Is this bad enough to warrant keeping the special cases for low dimensions?

Can you clarify if this is proportional to the number of elements, or a constant overhead?
In either case (but certainly in the first), I think it does warrant keeping the special cases.

jl-wynen · 2023-10-11T14:38:06Z

I did a more thorough benchmark using

import json
from itertools import product
from rich import print
from timeit import repeat
import scipp as sc
import numpy as np
import math
import sys

volume = lambda s: math.prod(map(int, s))

def shapes(ndim):
    yield from filter(lambda s: volume(s) < 10**8, product(*(np.logspace(0, 6, 6).astype(int)[::-1] for _ in range(ndim))))

number = 30
times = {}

for ndim in range(1, 5):
    print(f'{ndim=}')
    dims = [f'dim{d}' for d in range(ndim)]

    times[ndim] = {}
    for shape in shapes(ndim):
        a = np.random.random(shape)
        vol = volume(shape)
        if vol in times[ndim]:
            continue
        times[ndim][vol] = min(repeat(lambda: sc.array(dims=dims, values=a), number=number, repeat=5)) / number

    times[ndim] = {vol: times[ndim][vol] for vol in sorted(times[ndim].keys())}

with open(f'{sys.argv[1]}.json', 'w') as f:
    json.dump(times, f)

which gives

The x-axes show the total volume of the created variable. There are kinks and jumps because there are many different spaes involved.

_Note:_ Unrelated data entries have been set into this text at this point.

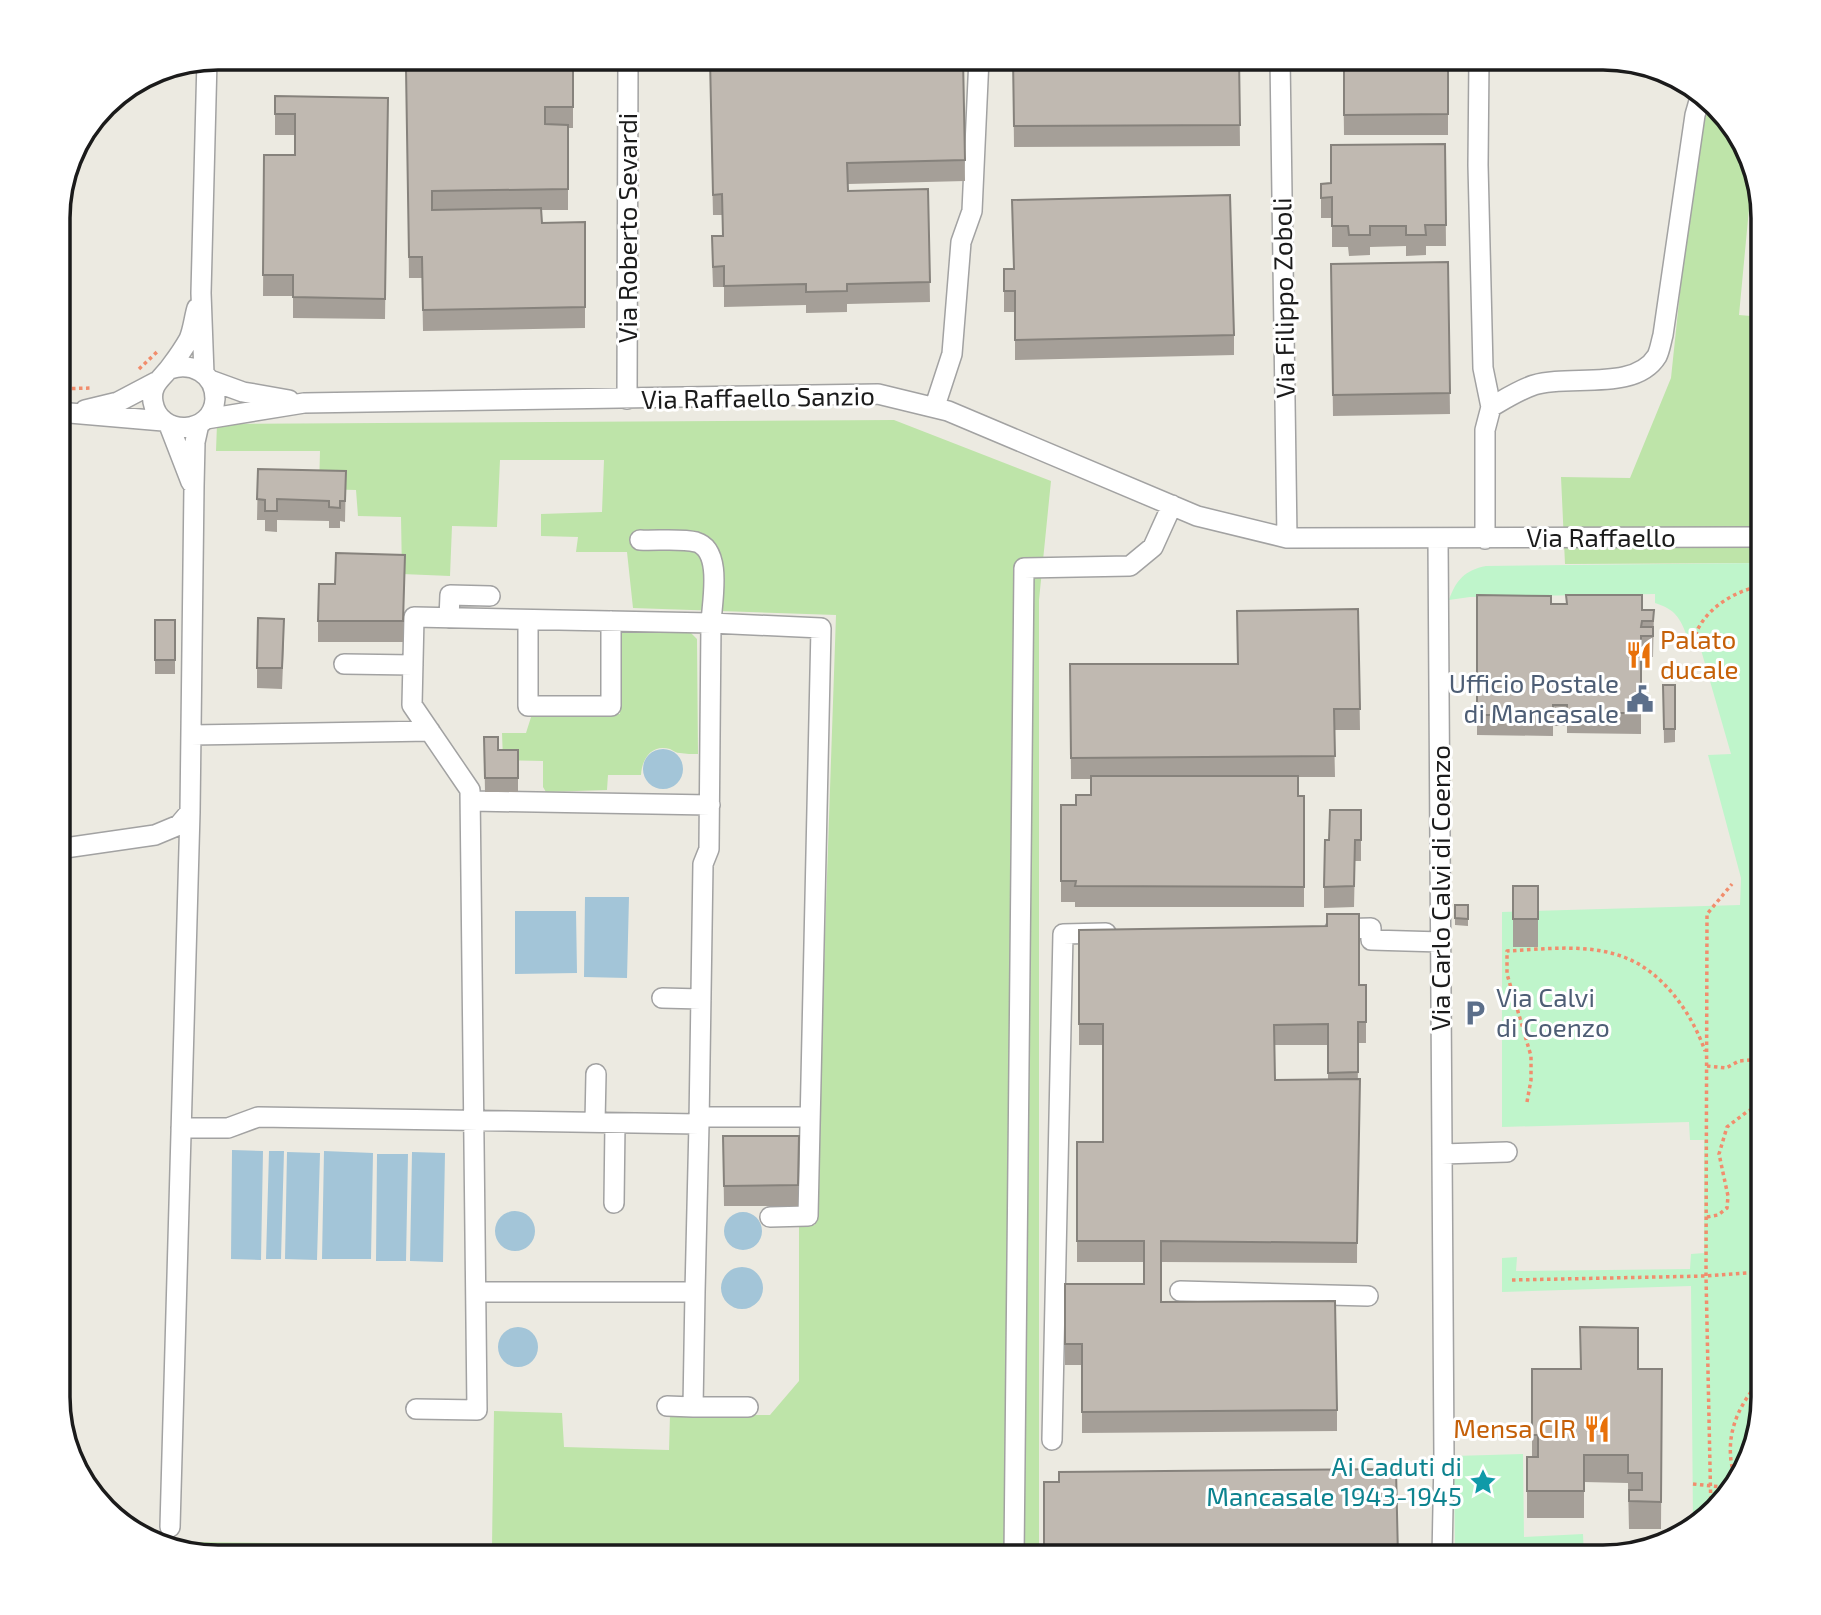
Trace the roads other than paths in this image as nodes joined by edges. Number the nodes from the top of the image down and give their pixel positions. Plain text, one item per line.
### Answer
1 (208, 70) edge
2 (628, 70) edge
3 (978, 70) edge
4 (1280, 70) edge
5 (1479, 70) edge
6 (1698, 105) edge
7 (201, 293) junction
8 (163, 376) junction
9 (207, 377) junction
10 (627, 399) junction
11 (304, 403) junction
12 (934, 406) junction
13 (1491, 407) junction
14 (70, 411) edge
15 (70, 413) edge
16 (203, 422) junction
17 (166, 423) junction
18 (194, 486) junction
19 (1172, 505) junction
20 (1751, 537) edge
21 (1287, 538) junction
22 (1438, 539) junction
23 (1485, 539) junction
24 (640, 540) dead end
25 (490, 596) dead end
26 (449, 618) junction
27 (528, 620) junction
28 (611, 621) junction
29 (711, 623) junction
30 (344, 663) dead end
31 (413, 665) junction
32 (430, 731) junction
33 (191, 735) junction
34 (471, 802) junction
35 (709, 805) junction
36 (190, 812) junction
37 (70, 847) edge
38 (1315, 929) edge
39 (1119, 933) edge
40 (1441, 942) junction
41 (662, 998) dead end
42 (701, 999) junction
43 (596, 1074) dead end
44 (810, 1116) junction
45 (474, 1121) junction
46 (699, 1121) junction
47 (605, 1122) junction
48 (181, 1128) junction
49 (1507, 1152) dead end
50 (1442, 1154) junction
51 (614, 1203) dead end
52 (771, 1217) dead end
53 (1055, 1287) junction
54 (1080, 1288) edge
55 (1180, 1291) dead end
56 (476, 1292) junction
57 (695, 1292) junction
58 (1368, 1296) dead end
59 (667, 1406) dead end
60 (693, 1407) junction
61 (748, 1407) dead end
62 (416, 1409) dead end
63 (1052, 1440) dead end
64 (170, 1527) dead end
65 (1014, 1545) edge
66 (1442, 1545) edge

1 - 7 street
2 - 10 street, Via Roberto Sevardi
3 - 12 street
4 - 21 street, Via Filippo Zoboli
5 - 13 street
6 - 13 street
7 - 8 street
7 - 9 street
8 - 9 street, Via Raffaello Sanzio
8 - 14 street, Via Raffaello Sanzio
8 - 17 street
9 - 11 street, Via Raffaello Sanzio
9 - 16 street
10 - 11 street, Via Raffaello Sanzio
10 - 12 street, Via Raffaello Sanzio
11 - 16 street, Via Raffaello Sanzio
12 - 19 street, Via Raffaello Sanzio
13 - 23 street
15 - 17 street, Via Raffaello Sanzio
16 - 17 street, Via Raffaello Sanzio
16 - 18 street
17 - 18 street
18 - 33 street
19 - 21 street, Via Raffaello Sanzio
19 - 65 street
20 - 23 street, Via Raffaello
21 - 22 street, Via Raffaello Sanzio
22 - 23 street, Via Raffaello
22 - 40 street, Via Carlo Calvi di Coenzo
24 - 29 street
25 - 26 street
26 - 27 street
26 - 31 street
27 - 28 street
27 - 28 street
28 - 29 street
29 - 35 street
29 - 44 street
30 - 31 street
31 - 32 street
32 - 33 street
32 - 34 street
33 - 36 street
34 - 35 street
34 - 45 street
35 - 42 street
36 - 37 street
36 - 48 street
38 - 40 street
39 - 53 street
40 - 50 street, Via Carlo Calvi di Coenzo
41 - 42 street
42 - 46 street
43 - 47 street
44 - 46 street
44 - 52 street
45 - 47 street
45 - 48 street
45 - 56 street
46 - 47 street
46 - 57 street
47 - 51 street
48 - 64 street
49 - 50 street
50 - 66 street, Via Carlo Calvi di Coenzo
53 - 54 street
53 - 63 street
55 - 58 street
56 - 57 street
56 - 62 street
57 - 60 street
59 - 60 street
60 - 61 street

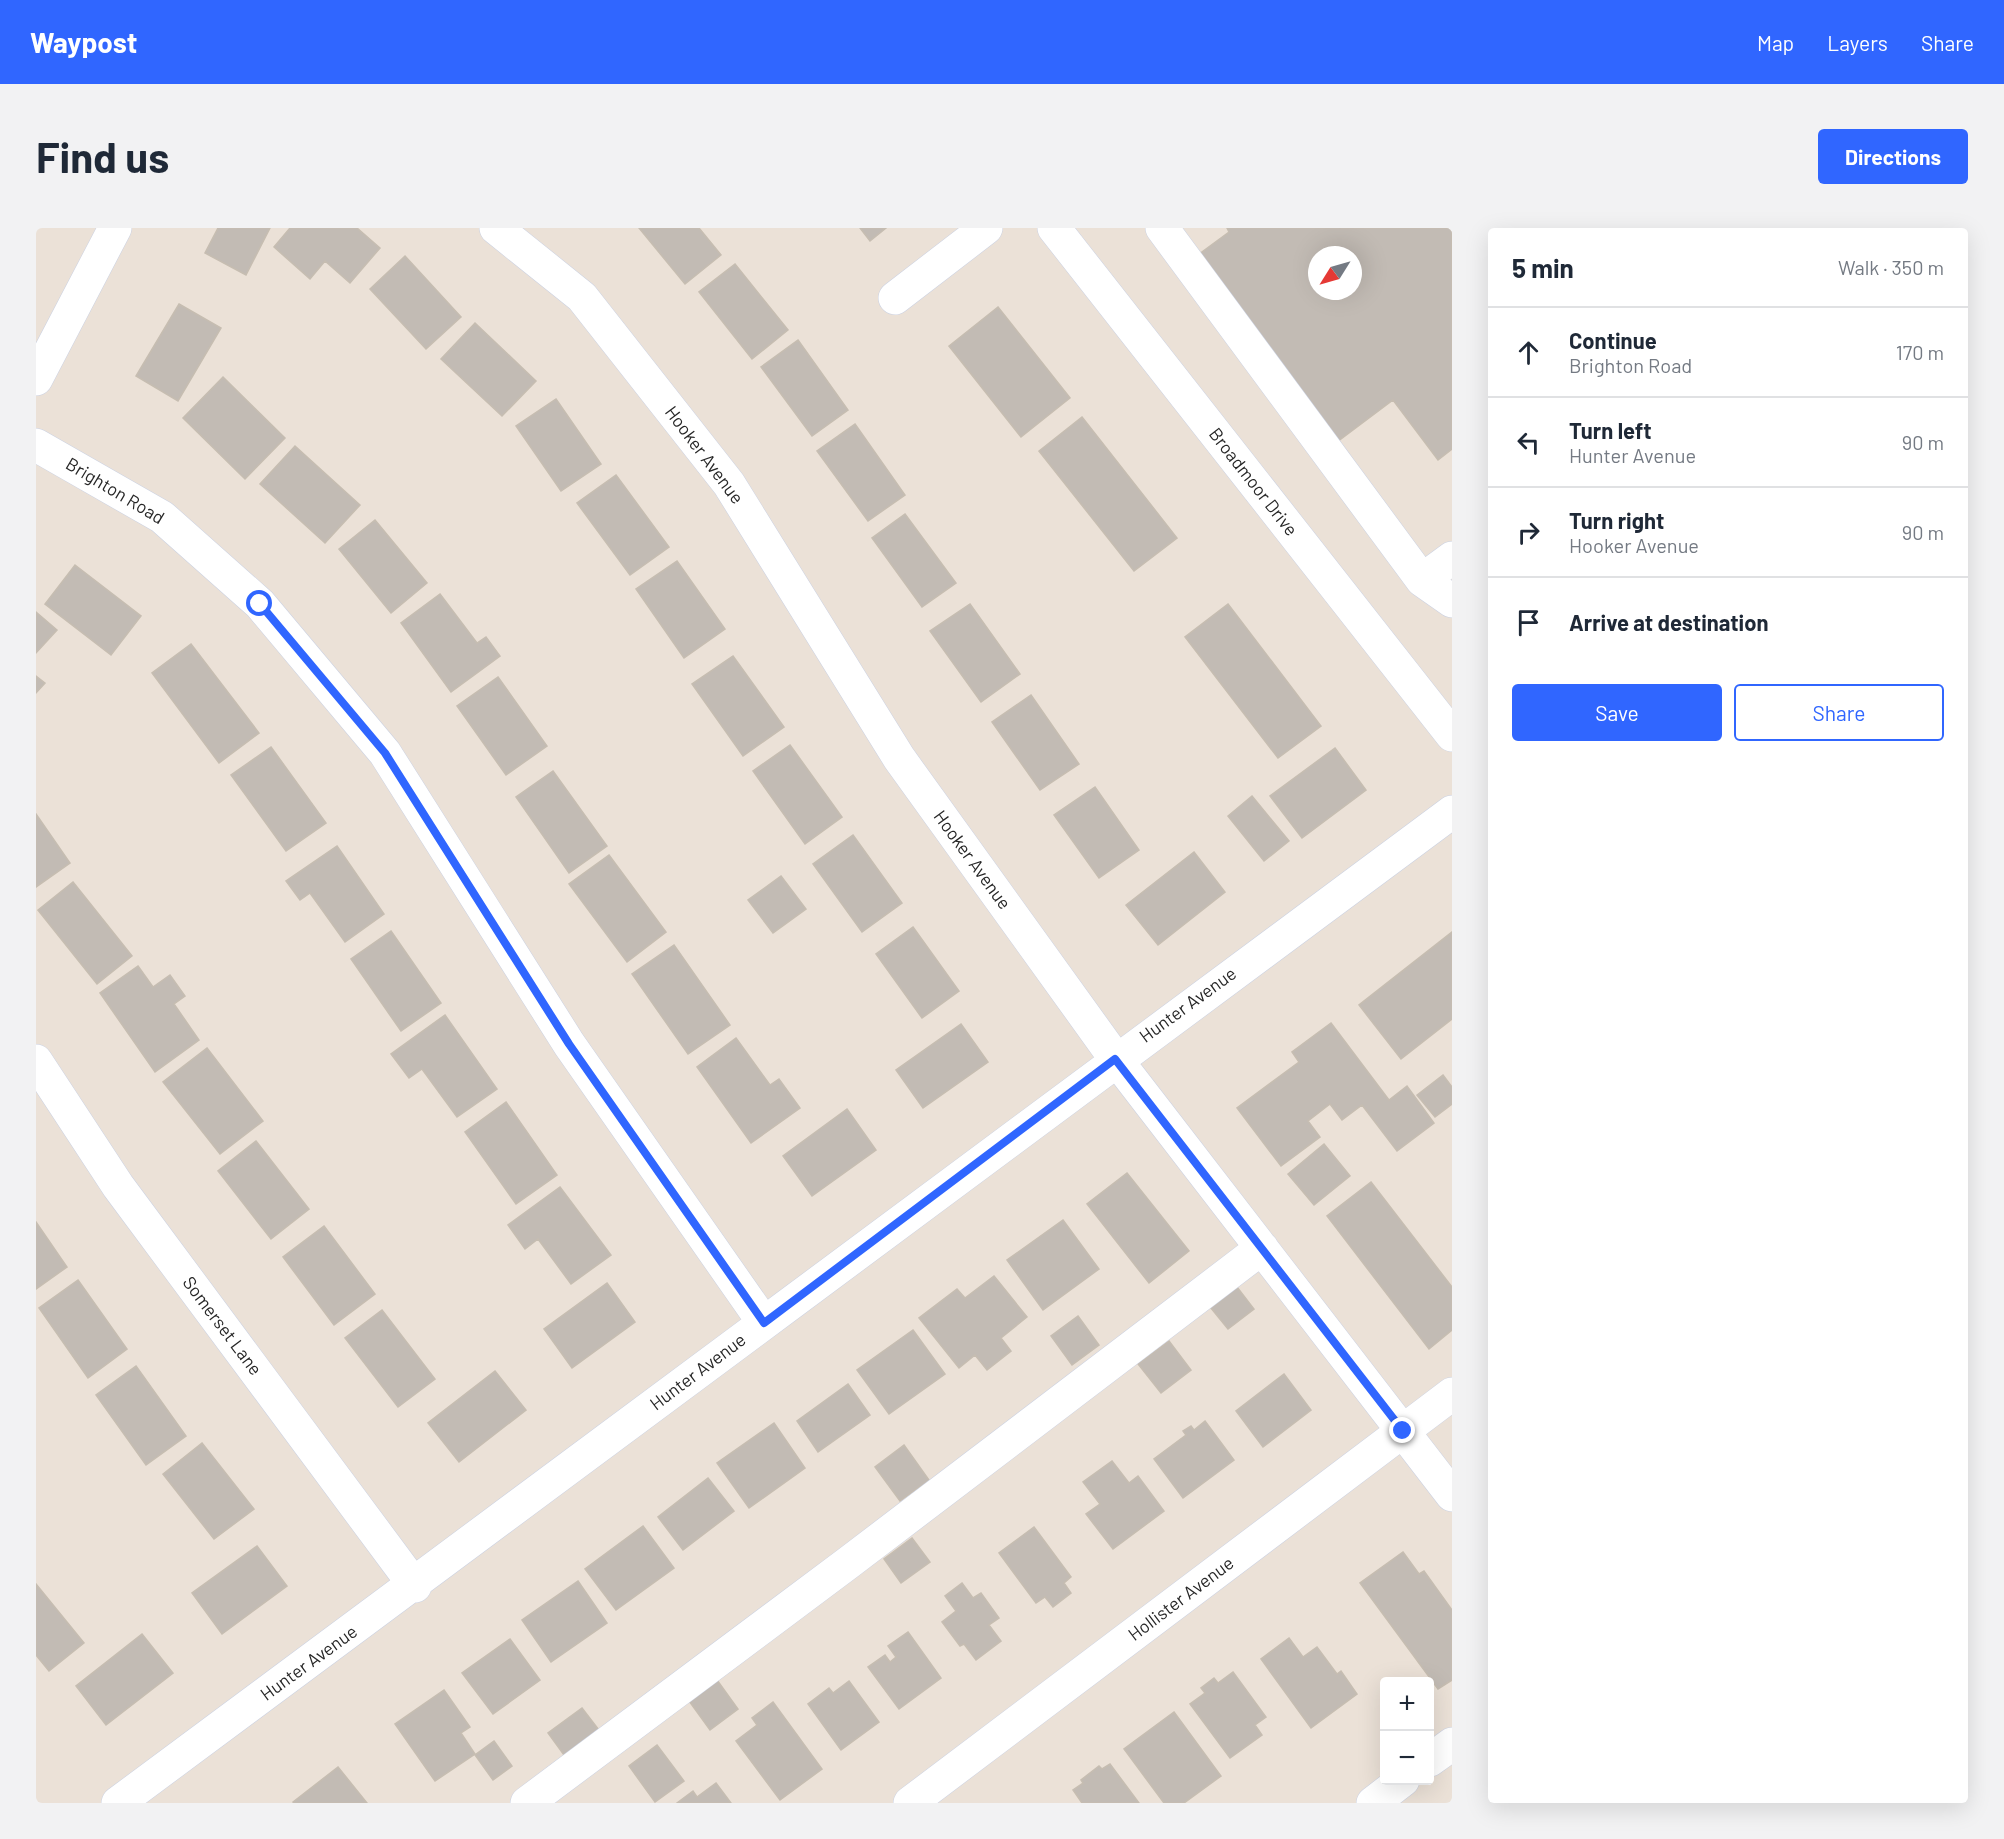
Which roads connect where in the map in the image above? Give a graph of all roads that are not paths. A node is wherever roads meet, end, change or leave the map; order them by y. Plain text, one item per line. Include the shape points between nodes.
1 (115, 228) edge
2 (496, 228) edge
3 (986, 228) edge
4 (1054, 228) edge
5 (1162, 228) edge
6 (895, 298) dead end
7 (36, 379) edge
8 (36, 445) edge
9 (1452, 558) edge
10 (1422, 580) junction
11 (1452, 601) edge
12 (1452, 735) edge
13 (1452, 812) edge
14 (1115, 1059) junction
15 (36, 1061) edge
16 (1262, 1248) junction
17 (764, 1323) junction
18 (1452, 1394) edge
19 (1403, 1431) junction
20 (1452, 1495) edge
21 (415, 1586) junction
22 (1452, 1743) edge
23 (1434, 1757) edge
24 (1396, 1785) edge
25 (118, 1803) edge
26 (527, 1803) edge
27 (910, 1803) edge
28 (1372, 1803) edge

1 - 7 street
2 - 14 street, Hooker Avenue via 582,297 729,484 899,758
3 - 6 street
4 - 12 street, Broadmoor Drive
5 - 10 street
8 - 17 street, Brighton Road via 162,517 260,604 385,753 569,1044
9 - 10 street
10 - 11 street
13 - 14 street, Hunter Avenue
14 - 16 street, Hooker Avenue
14 - 17 street, Hunter Avenue
15 - 21 street, Somerset Lane via 118,1186
16 - 19 street, Hooker Avenue
16 - 26 street
17 - 21 street, Hunter Avenue
18 - 19 street, Hollister Avenue
19 - 20 street, Hooker Avenue
19 - 27 street, Hollister Avenue
21 - 25 street, Hunter Avenue
22 - 23 street
24 - 28 street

Overall, there is a significant pessimisation for small arrays but a gain for large ones. Interestingly, for ndim=2, the two approaches are essentially the same. This is because this case was already parallelised in the old implementation. With a serial build, the new implementation produces these times:

Still not as good as the old one but a lot closer.

What do you think?

SimonHeybrock · 2023-10-12T04:19:06Z

What do you think?

I think log-log scale is evil and hides the true difference. Can you make the Y-axis linear, and maybe plot the time per element, or the memory bandwidth (sum of reads+writes in GByte/second).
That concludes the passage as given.